**Activity**.
Set down exactly, from the records below, the line with "ring mcp: (1252, 845)" through the line with "pinky tip: (1215, 898)", and nothing else.

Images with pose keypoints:

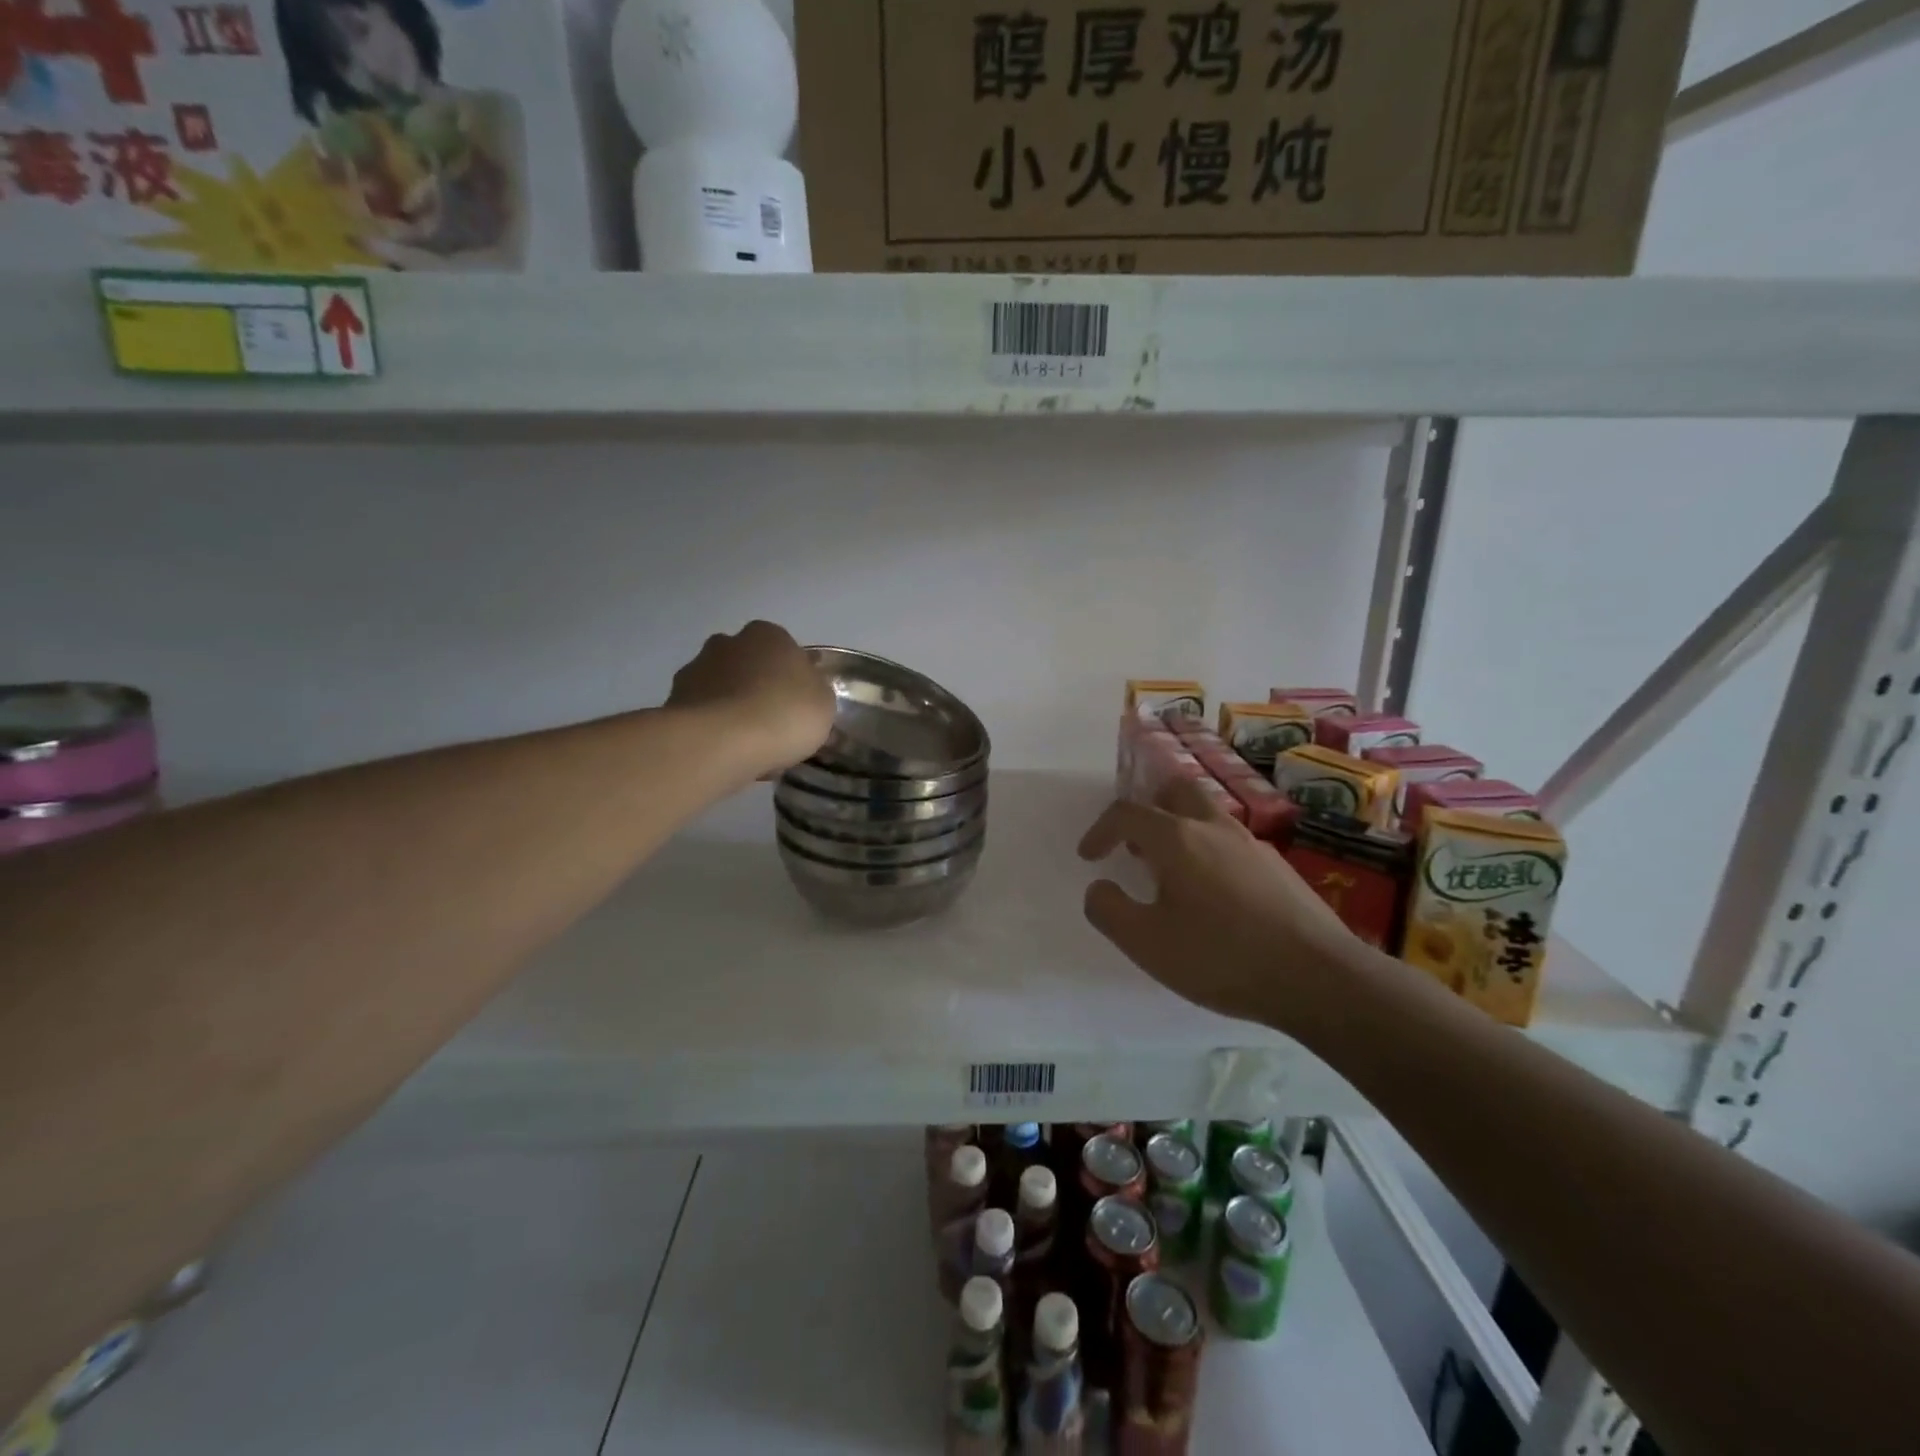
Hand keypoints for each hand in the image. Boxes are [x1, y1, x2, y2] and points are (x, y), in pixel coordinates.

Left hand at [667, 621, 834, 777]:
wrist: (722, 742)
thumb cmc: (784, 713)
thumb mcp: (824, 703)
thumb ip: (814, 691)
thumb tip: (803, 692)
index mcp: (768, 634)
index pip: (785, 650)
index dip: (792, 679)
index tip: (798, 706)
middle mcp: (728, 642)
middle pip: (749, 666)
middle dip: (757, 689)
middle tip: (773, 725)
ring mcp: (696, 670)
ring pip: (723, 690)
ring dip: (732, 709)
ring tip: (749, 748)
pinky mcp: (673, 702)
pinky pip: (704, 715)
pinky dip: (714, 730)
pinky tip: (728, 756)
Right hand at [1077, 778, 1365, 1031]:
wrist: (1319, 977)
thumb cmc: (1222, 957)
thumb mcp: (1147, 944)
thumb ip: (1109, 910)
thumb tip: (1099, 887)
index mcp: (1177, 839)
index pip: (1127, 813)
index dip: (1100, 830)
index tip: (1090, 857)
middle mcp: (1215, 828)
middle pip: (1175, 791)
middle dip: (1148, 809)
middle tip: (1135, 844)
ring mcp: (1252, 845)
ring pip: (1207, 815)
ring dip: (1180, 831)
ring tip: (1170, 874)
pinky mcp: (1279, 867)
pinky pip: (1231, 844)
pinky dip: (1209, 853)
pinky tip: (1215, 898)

==

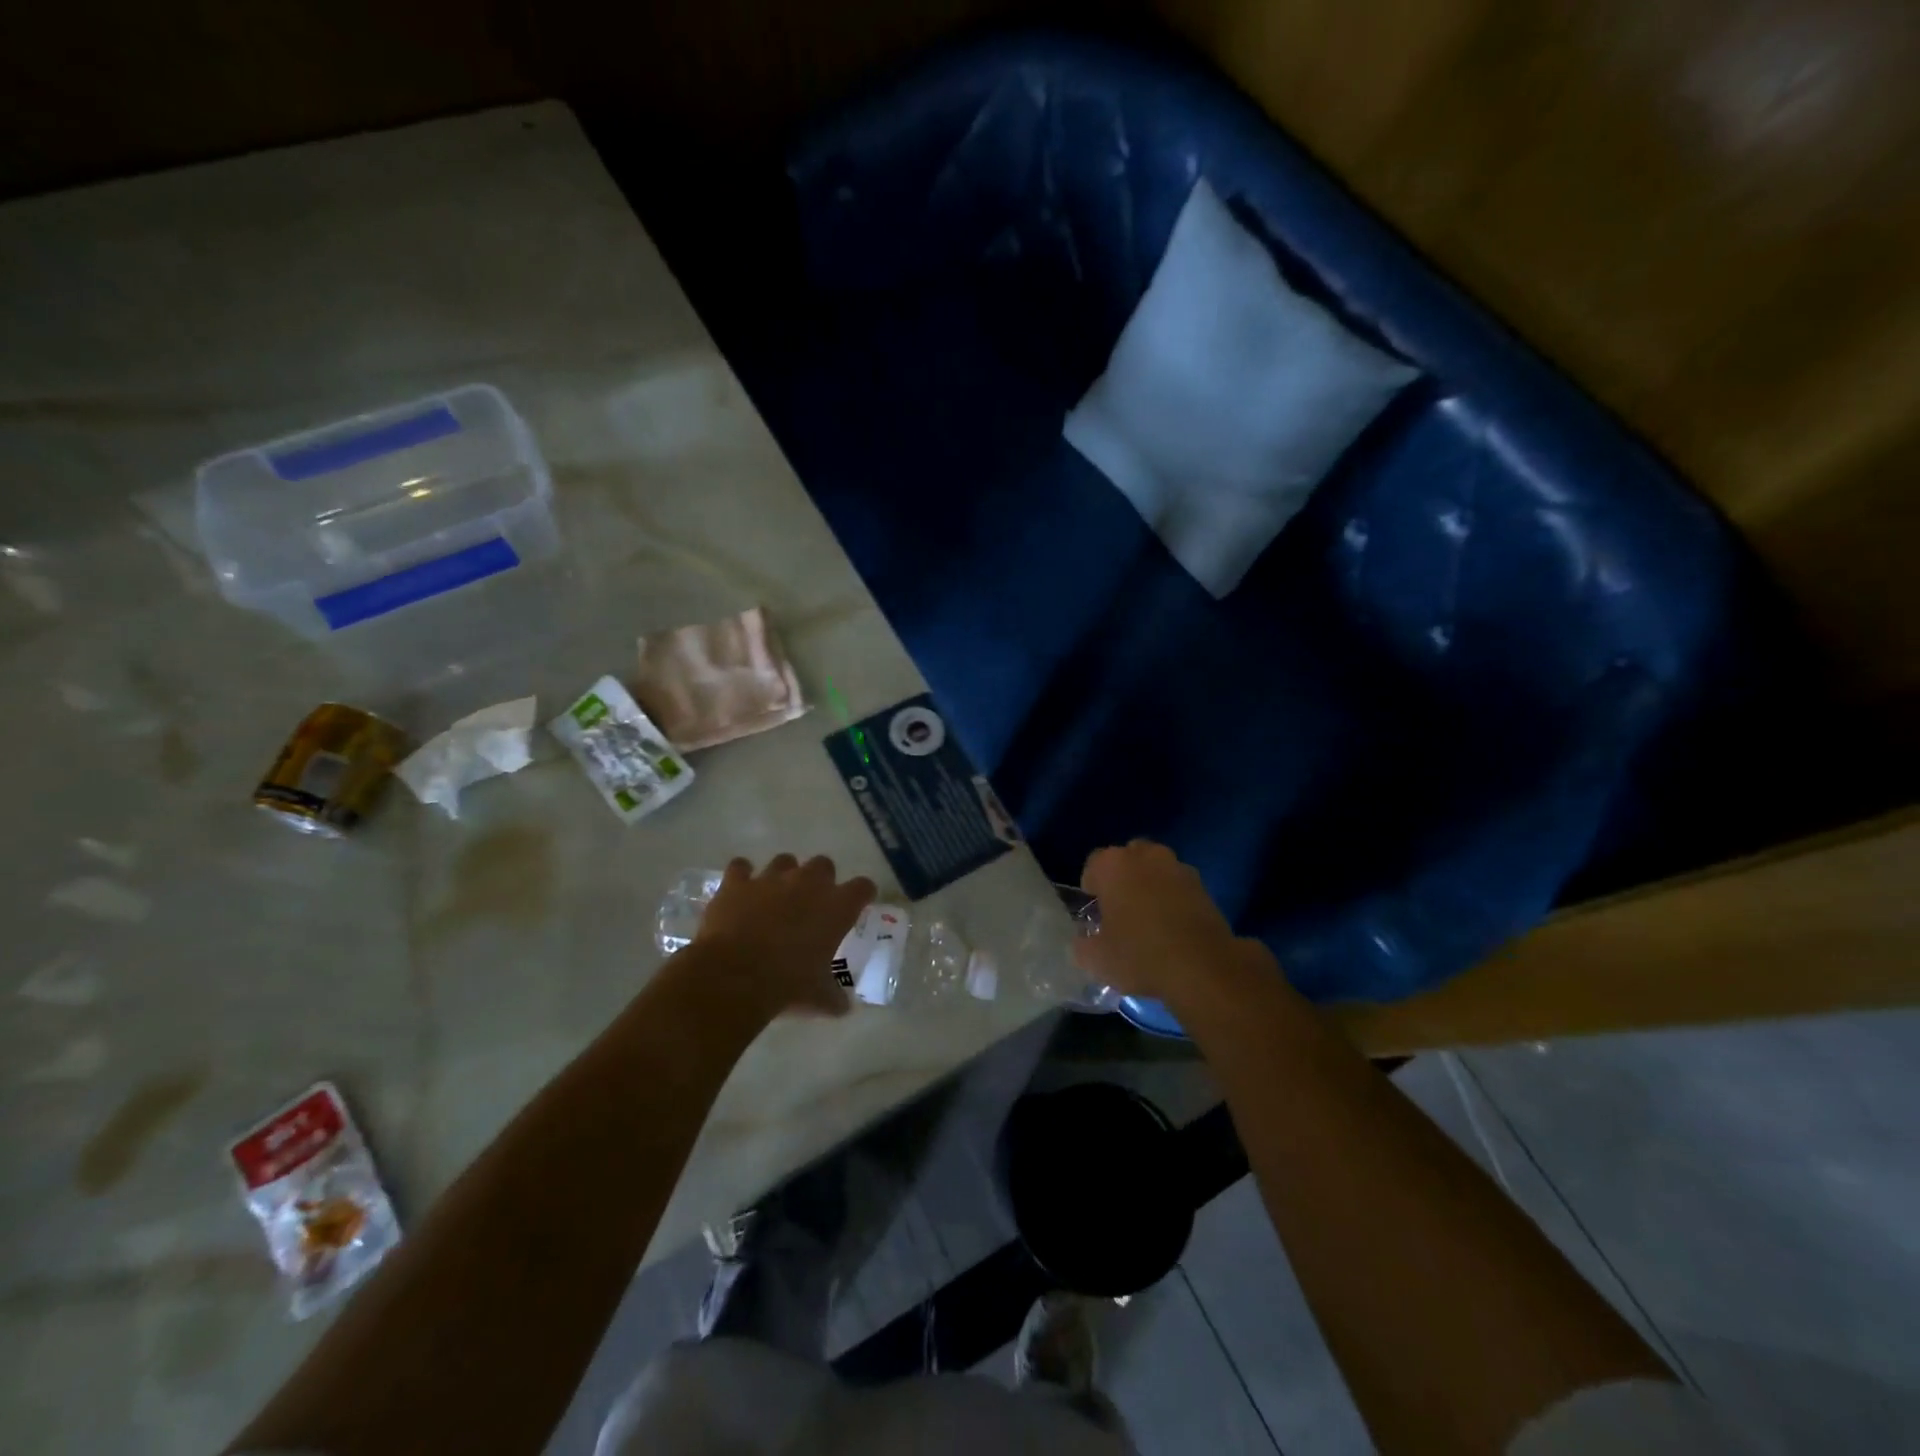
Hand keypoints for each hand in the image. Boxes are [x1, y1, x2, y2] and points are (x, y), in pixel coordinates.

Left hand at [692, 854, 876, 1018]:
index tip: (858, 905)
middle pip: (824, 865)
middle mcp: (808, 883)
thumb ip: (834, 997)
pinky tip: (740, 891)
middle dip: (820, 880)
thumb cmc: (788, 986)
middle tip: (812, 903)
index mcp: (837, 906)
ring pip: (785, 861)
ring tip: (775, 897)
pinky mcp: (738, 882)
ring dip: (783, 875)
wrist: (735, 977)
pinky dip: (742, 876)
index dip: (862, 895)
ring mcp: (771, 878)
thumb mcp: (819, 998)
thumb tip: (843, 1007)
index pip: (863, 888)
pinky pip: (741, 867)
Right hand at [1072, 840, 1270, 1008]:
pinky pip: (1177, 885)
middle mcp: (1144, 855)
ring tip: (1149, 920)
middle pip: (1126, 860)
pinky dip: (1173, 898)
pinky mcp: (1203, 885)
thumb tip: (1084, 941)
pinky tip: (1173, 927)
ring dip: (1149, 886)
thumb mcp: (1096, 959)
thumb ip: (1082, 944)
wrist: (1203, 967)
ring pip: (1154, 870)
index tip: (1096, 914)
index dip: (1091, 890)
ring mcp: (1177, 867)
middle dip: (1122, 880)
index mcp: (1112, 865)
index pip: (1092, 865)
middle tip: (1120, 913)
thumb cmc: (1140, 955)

**Response**.
ring mcp: (1252, 845)
ring pip: (1207, 815)
ring dip: (1180, 831)
ring tip: (1170, 874)
pinky mcp: (1279, 867)
pinky pip: (1231, 844)
pinky dip: (1209, 853)
pinky tip: (1215, 898)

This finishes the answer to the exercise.